What you will do: Find and copy every line in the records that includes the string "connect".

Dataset items:
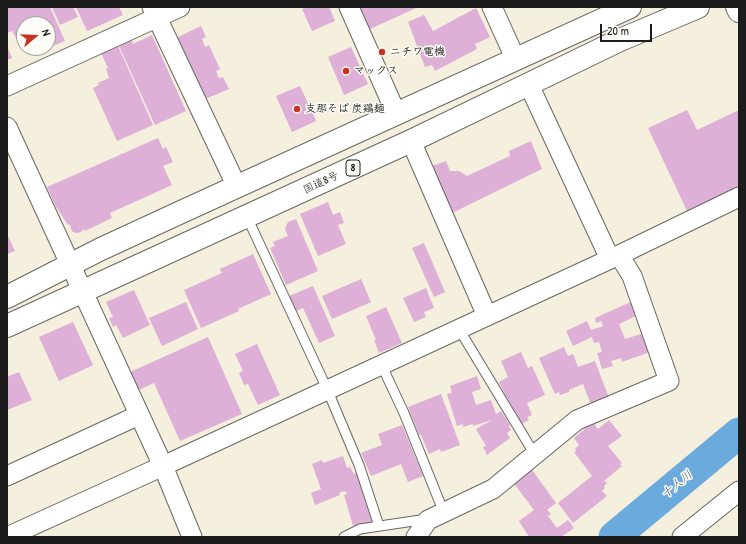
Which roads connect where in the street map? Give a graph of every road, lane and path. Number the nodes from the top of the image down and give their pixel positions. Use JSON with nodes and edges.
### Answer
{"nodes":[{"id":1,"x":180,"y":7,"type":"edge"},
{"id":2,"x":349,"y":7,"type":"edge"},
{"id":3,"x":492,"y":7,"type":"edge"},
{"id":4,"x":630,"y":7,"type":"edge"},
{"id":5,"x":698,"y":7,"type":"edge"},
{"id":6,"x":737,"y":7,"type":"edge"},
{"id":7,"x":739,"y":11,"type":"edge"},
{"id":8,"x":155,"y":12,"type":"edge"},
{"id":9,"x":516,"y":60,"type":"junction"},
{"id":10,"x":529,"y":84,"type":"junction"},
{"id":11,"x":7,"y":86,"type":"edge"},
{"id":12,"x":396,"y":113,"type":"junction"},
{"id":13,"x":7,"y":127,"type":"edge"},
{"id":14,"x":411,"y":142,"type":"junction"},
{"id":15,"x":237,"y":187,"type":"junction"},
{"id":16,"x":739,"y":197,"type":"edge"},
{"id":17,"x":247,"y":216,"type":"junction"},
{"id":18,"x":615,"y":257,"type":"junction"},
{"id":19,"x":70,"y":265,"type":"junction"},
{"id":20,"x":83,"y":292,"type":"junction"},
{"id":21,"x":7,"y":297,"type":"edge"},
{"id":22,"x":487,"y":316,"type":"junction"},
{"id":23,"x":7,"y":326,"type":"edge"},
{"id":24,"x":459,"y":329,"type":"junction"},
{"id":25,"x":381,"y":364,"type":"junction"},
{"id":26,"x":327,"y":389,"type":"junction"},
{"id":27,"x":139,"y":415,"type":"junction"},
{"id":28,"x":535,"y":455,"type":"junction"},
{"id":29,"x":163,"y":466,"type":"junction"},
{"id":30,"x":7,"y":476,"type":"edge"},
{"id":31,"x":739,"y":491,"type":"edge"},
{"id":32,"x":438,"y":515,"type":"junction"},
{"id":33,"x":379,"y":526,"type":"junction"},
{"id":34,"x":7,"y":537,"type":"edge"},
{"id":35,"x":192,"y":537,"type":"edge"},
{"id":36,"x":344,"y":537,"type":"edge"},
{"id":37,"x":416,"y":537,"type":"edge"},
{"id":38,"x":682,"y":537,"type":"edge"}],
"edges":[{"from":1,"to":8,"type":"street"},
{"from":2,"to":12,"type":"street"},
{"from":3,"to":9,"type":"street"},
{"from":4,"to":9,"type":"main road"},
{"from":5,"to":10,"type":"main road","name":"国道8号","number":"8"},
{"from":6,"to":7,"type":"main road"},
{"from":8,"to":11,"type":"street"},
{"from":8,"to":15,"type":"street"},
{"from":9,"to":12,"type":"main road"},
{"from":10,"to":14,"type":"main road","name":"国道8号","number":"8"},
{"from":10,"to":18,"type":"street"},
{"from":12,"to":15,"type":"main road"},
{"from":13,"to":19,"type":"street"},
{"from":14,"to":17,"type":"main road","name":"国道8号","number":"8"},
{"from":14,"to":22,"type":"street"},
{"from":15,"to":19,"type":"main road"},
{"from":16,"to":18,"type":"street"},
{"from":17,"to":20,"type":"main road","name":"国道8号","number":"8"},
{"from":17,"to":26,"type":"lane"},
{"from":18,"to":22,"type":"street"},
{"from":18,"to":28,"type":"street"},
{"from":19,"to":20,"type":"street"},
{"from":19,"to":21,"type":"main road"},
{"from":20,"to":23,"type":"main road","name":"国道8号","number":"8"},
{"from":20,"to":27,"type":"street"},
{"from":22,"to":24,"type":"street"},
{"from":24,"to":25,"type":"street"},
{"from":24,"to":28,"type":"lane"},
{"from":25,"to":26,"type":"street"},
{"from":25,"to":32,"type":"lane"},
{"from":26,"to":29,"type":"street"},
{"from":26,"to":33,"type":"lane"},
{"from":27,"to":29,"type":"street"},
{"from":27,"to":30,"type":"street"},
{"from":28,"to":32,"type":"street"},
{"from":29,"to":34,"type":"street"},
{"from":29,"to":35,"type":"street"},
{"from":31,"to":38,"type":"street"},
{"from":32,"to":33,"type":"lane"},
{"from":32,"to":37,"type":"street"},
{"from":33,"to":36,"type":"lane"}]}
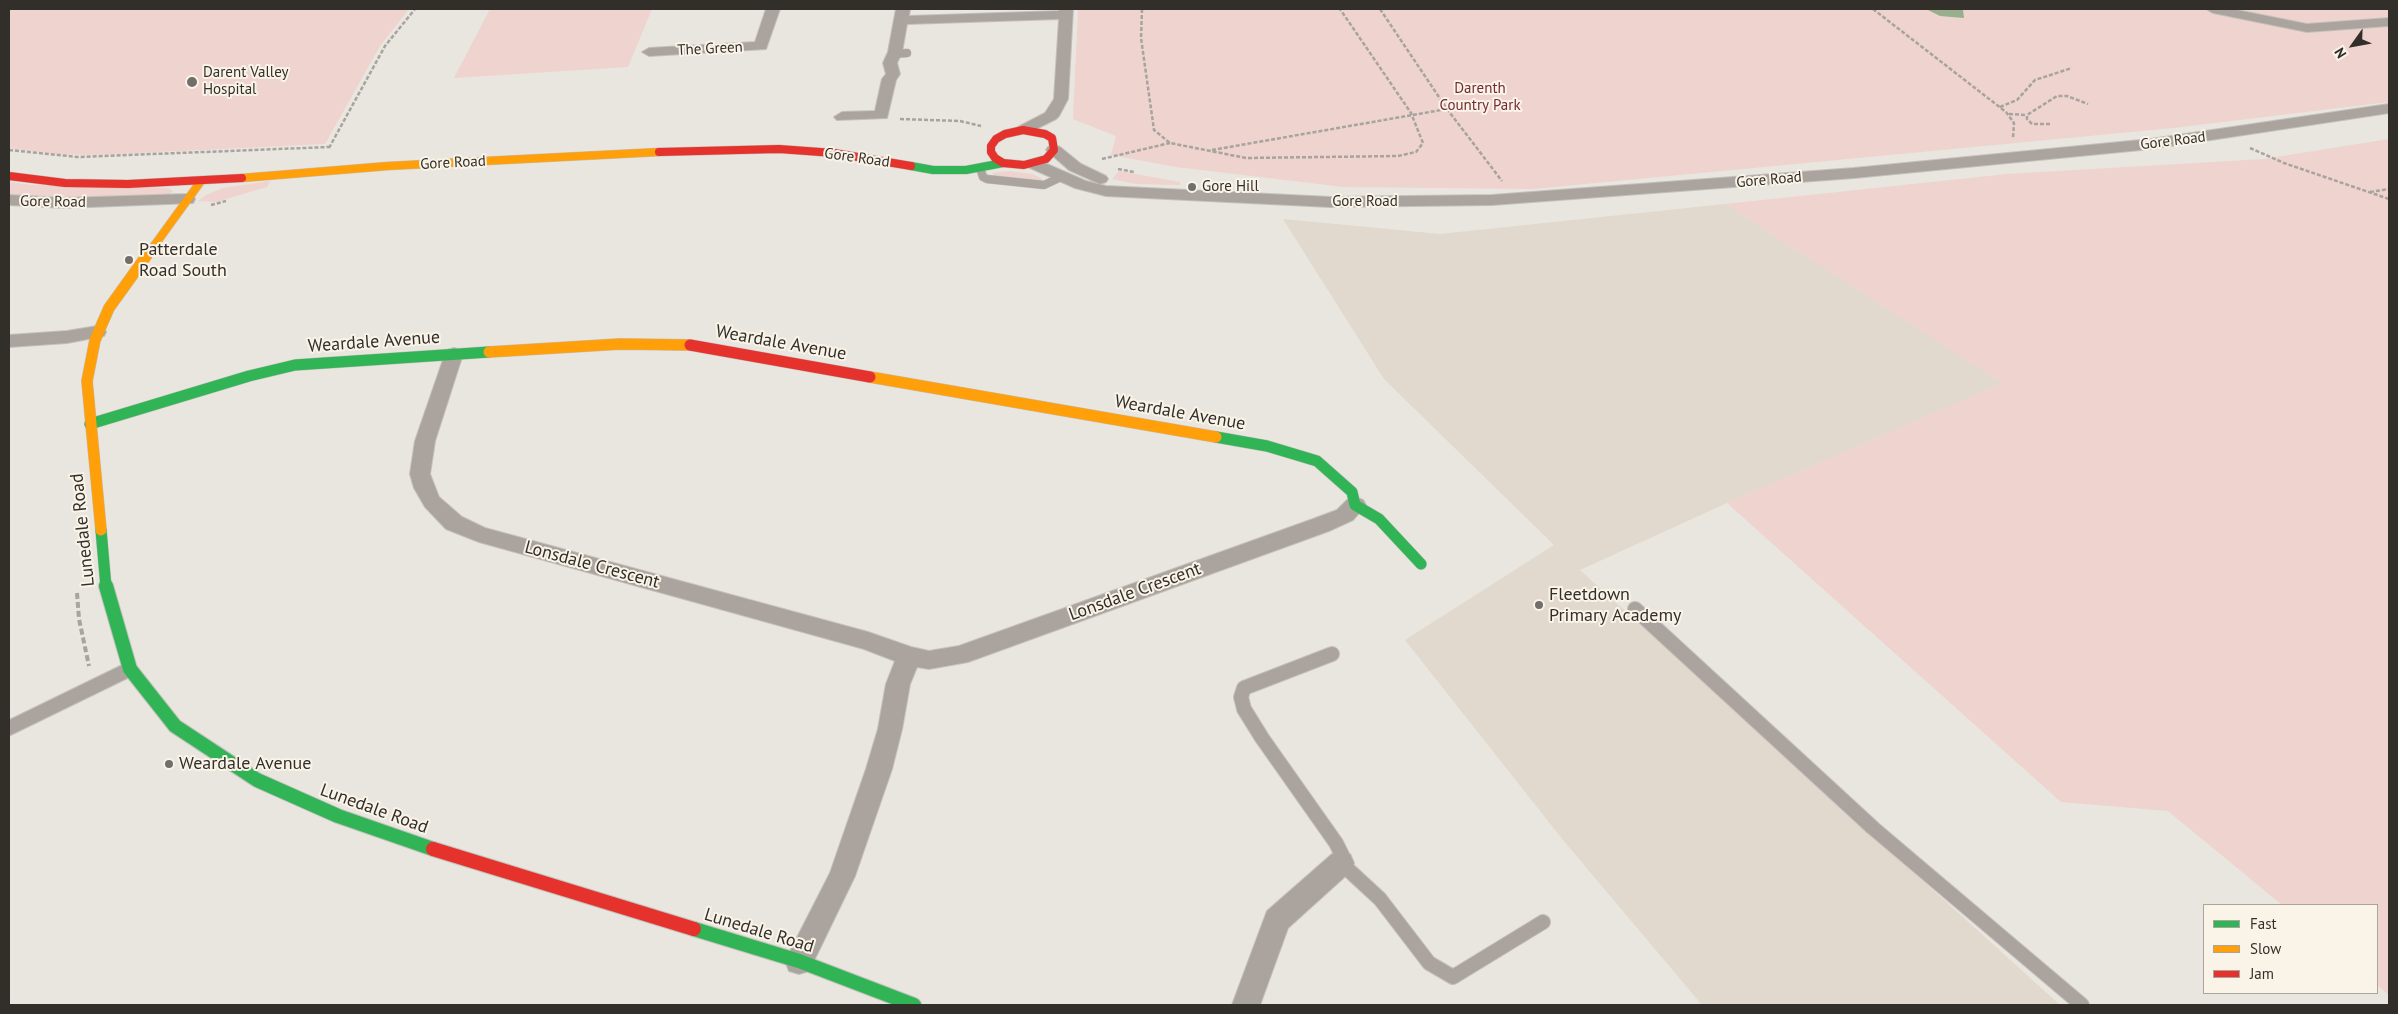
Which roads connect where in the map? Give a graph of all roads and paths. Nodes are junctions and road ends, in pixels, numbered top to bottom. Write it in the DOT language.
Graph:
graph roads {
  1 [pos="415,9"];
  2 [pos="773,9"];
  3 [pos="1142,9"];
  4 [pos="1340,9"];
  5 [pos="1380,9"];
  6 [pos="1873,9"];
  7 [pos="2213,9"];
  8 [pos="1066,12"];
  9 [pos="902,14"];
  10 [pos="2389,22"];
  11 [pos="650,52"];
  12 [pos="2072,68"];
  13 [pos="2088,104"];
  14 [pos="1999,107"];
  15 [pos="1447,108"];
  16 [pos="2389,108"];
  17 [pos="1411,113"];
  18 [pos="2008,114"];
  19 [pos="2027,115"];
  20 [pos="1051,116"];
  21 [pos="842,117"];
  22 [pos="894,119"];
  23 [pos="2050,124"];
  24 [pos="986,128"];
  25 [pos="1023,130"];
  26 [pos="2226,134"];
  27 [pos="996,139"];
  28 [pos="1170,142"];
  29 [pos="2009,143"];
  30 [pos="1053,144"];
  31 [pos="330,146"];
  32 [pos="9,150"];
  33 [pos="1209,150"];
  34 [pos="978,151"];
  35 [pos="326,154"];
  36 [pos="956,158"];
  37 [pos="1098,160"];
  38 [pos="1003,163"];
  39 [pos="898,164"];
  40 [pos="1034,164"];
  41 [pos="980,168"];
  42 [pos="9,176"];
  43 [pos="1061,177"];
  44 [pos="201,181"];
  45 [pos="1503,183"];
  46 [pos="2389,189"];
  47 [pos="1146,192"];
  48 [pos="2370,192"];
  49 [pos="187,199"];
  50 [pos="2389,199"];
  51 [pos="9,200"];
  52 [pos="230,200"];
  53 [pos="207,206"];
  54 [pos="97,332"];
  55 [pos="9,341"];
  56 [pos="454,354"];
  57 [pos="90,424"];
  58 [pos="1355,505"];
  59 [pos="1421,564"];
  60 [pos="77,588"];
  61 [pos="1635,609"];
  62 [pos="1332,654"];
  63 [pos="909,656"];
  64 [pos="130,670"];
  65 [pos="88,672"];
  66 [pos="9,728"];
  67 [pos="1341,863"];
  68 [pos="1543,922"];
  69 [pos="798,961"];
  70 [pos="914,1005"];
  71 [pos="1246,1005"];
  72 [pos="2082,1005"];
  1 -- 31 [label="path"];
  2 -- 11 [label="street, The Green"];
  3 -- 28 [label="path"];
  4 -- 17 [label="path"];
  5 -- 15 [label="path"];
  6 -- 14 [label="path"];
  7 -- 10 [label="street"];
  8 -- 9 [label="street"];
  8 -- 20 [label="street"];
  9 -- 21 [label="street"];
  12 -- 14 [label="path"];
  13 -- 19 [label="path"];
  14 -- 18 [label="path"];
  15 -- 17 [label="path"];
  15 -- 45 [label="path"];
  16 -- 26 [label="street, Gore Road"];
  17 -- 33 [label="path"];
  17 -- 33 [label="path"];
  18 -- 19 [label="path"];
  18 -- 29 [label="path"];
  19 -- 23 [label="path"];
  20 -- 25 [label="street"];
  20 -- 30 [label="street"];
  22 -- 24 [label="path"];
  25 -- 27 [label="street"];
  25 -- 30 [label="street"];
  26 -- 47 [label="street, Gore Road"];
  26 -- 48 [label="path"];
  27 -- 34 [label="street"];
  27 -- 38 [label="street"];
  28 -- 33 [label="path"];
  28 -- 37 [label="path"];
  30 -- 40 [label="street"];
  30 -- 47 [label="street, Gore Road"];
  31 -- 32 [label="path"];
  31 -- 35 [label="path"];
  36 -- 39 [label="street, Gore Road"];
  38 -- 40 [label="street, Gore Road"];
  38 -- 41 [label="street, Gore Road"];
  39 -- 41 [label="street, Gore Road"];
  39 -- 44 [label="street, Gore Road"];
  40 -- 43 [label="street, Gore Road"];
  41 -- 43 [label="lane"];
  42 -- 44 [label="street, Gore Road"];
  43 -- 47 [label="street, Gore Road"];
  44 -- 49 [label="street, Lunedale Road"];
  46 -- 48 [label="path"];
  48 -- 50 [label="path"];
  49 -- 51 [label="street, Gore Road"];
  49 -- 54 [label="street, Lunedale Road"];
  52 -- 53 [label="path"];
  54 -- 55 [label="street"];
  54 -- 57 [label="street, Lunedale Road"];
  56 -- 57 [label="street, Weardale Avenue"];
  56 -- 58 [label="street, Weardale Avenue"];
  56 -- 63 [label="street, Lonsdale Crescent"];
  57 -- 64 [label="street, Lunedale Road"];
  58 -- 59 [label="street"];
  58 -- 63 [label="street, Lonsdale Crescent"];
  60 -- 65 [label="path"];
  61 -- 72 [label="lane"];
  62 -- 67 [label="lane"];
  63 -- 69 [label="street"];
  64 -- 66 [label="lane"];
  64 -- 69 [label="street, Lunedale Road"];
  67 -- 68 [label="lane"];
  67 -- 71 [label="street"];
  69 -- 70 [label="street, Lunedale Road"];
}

Exercise answer:
Which roads connect where in the street map? Give a graph of every road, lane and path. Number the nodes from the top of the image down and give their pixel positions. Use JSON with nodes and edges.
Which roads connect where in the map? Give a graph of all roads and paths. Nodes are junctions and road ends, in pixels, numbered top to bottom. Write it in the DOT language.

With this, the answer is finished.